Print every line below exactly as written, but leave the pictures behind.

^^^^

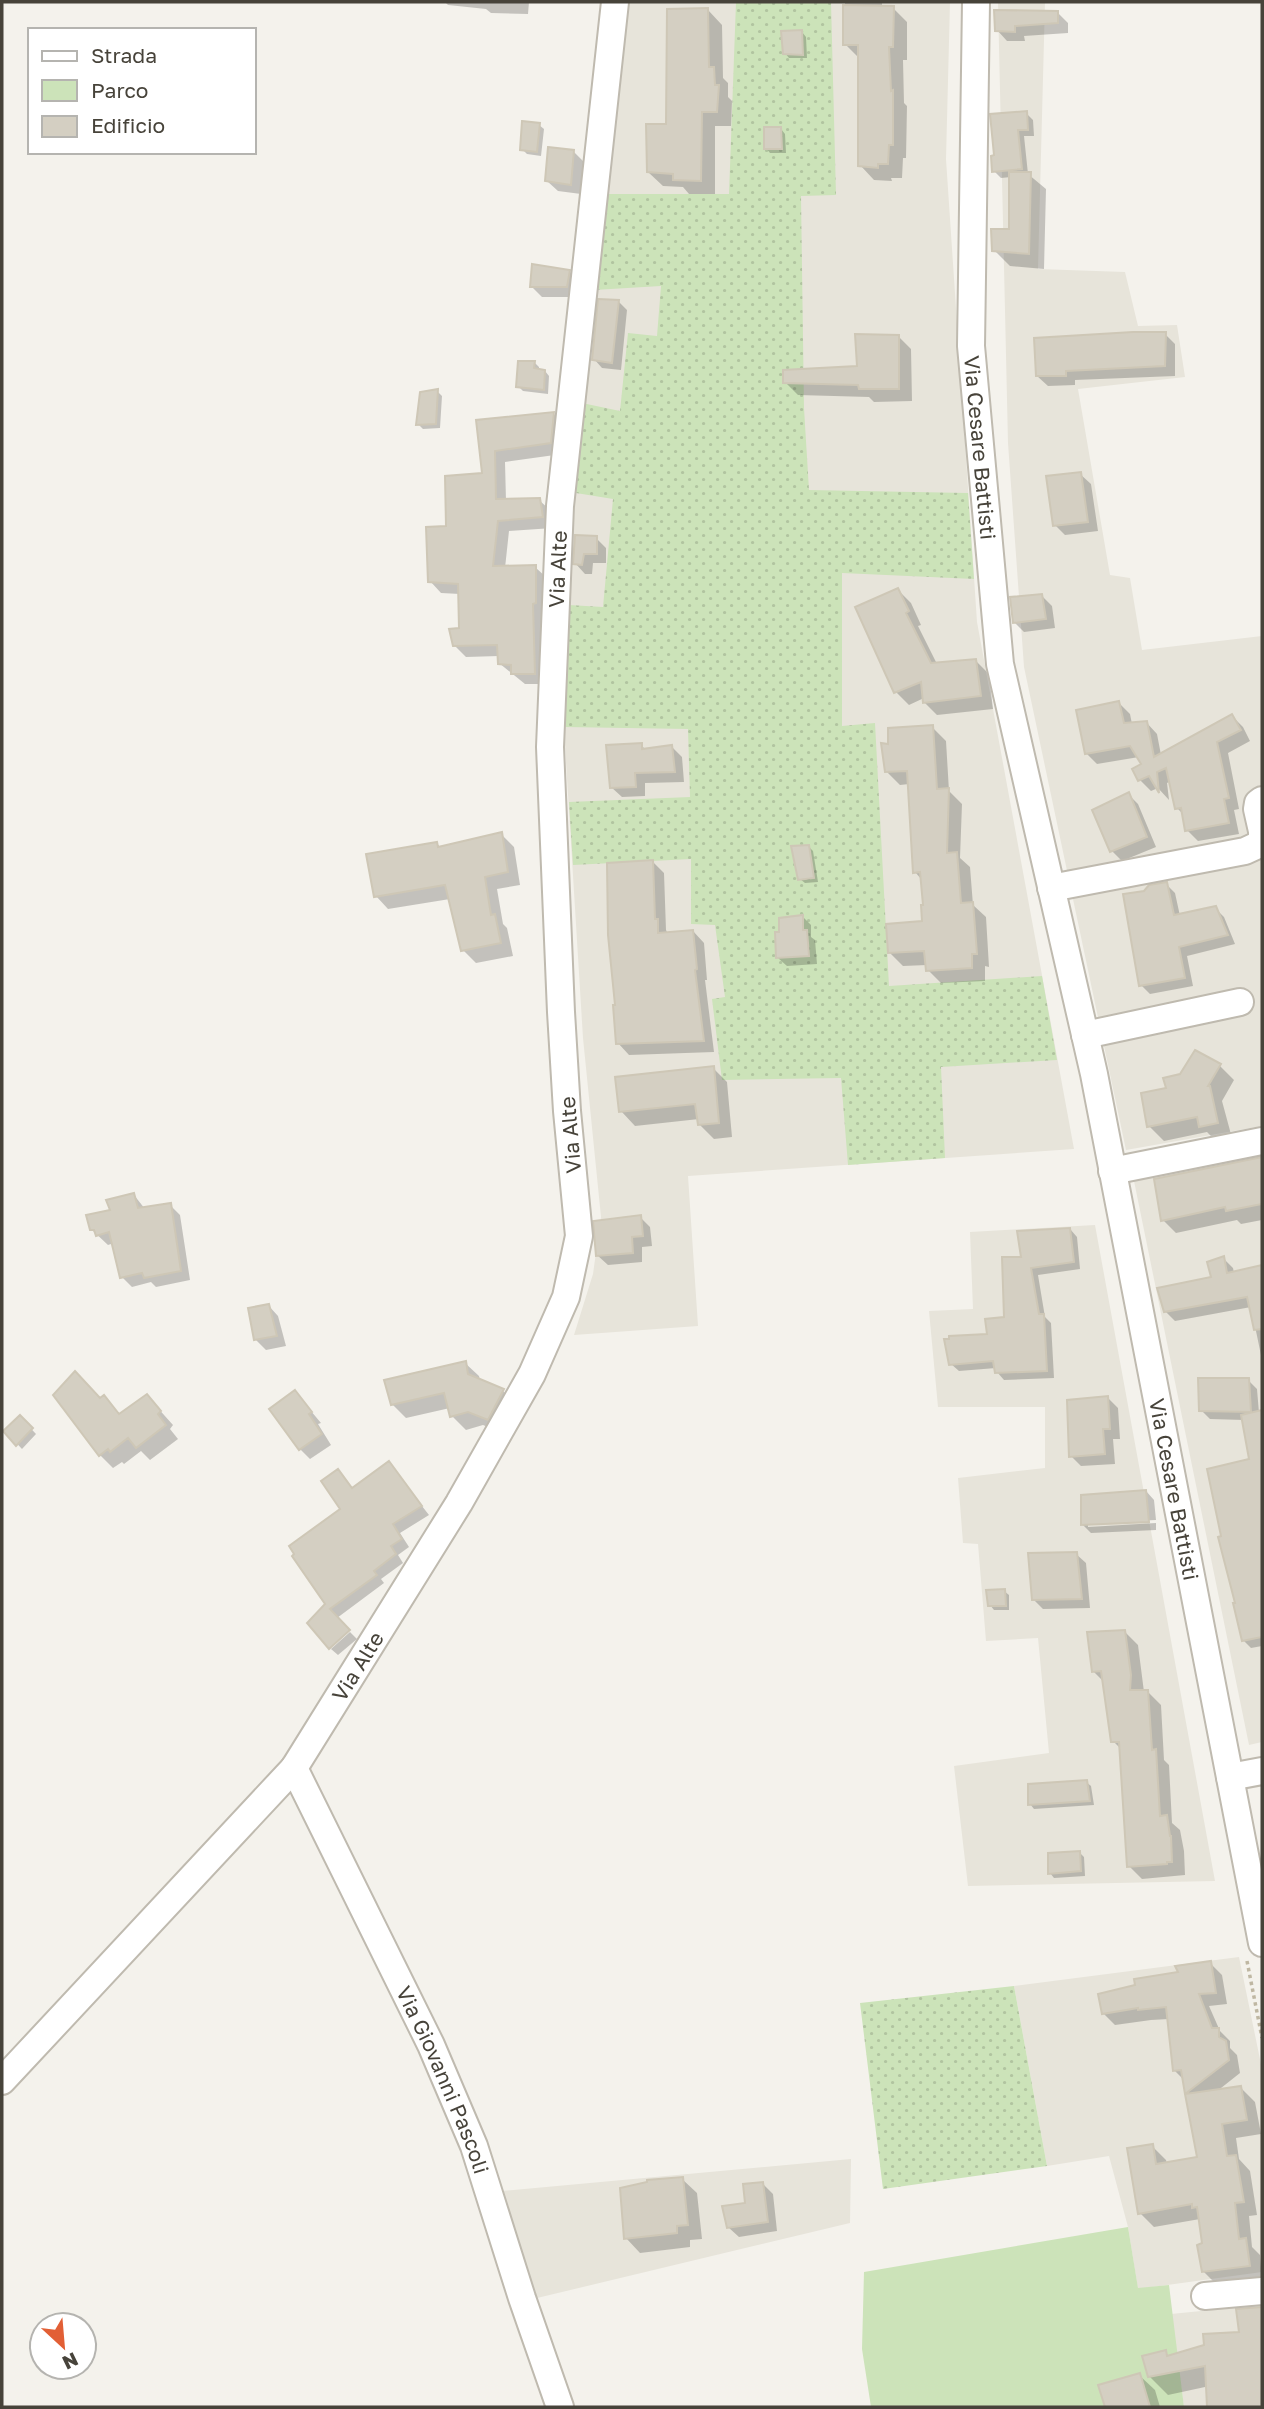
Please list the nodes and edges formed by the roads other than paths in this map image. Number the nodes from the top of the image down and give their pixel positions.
1 (615, 2) edge
2 (976, 2) edge
3 (1262, 800) edge
4 (1262, 834) edge
5 (1051, 888) junction
6 (1240, 1002) dead end
7 (1085, 1035) junction
8 (1262, 1141) edge
9 (1112, 1171) junction
10 (294, 1768) junction
11 (1262, 1772) edge
12 (1230, 1777) junction
13 (1262, 1943) edge
14 (2, 2081) edge
15 (1262, 2291) edge
16 (1205, 2296) dead end
17 (561, 2407) edge

1 - 10 street, Via Alte
2 - 5 street, Via Cesare Battisti
3 - 4 street
4 - 5 street
5 - 7 street, Via Cesare Battisti
6 - 7 street
7 - 9 street, Via Cesare Battisti
8 - 9 street
9 - 12 street, Via Cesare Battisti
10 - 14 street, Via Alte
10 - 17 street, Via Giovanni Pascoli
11 - 12 street
12 - 13 street, Via Cesare Battisti
15 - 16 street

^^^^

» RESULT BELOW:
Please list the nodes and edges formed by the roads other than paths in this map image. Number the nodes from the top of the image down and give their pixel positions.
1 (615, 2) edge
2 (976, 2) edge
3 (1262, 800) edge
4 (1262, 834) edge
5 (1051, 888) junction
6 (1240, 1002) dead end
7 (1085, 1035) junction
8 (1262, 1141) edge
9 (1112, 1171) junction
10 (294, 1768) junction
11 (1262, 1772) edge
12 (1230, 1777) junction
13 (1262, 1943) edge
14 (2, 2081) edge
15 (1262, 2291) edge
16 (1205, 2296) dead end
17 (561, 2407) edge

1 - 10 street, Via Alte
2 - 5 street, Via Cesare Battisti
3 - 4 street
4 - 5 street
5 - 7 street, Via Cesare Battisti
6 - 7 street
7 - 9 street, Via Cesare Battisti
8 - 9 street
9 - 12 street, Via Cesare Battisti
10 - 14 street, Via Alte
10 - 17 street, Via Giovanni Pascoli
11 - 12 street
12 - 13 street, Via Cesare Battisti
15 - 16 street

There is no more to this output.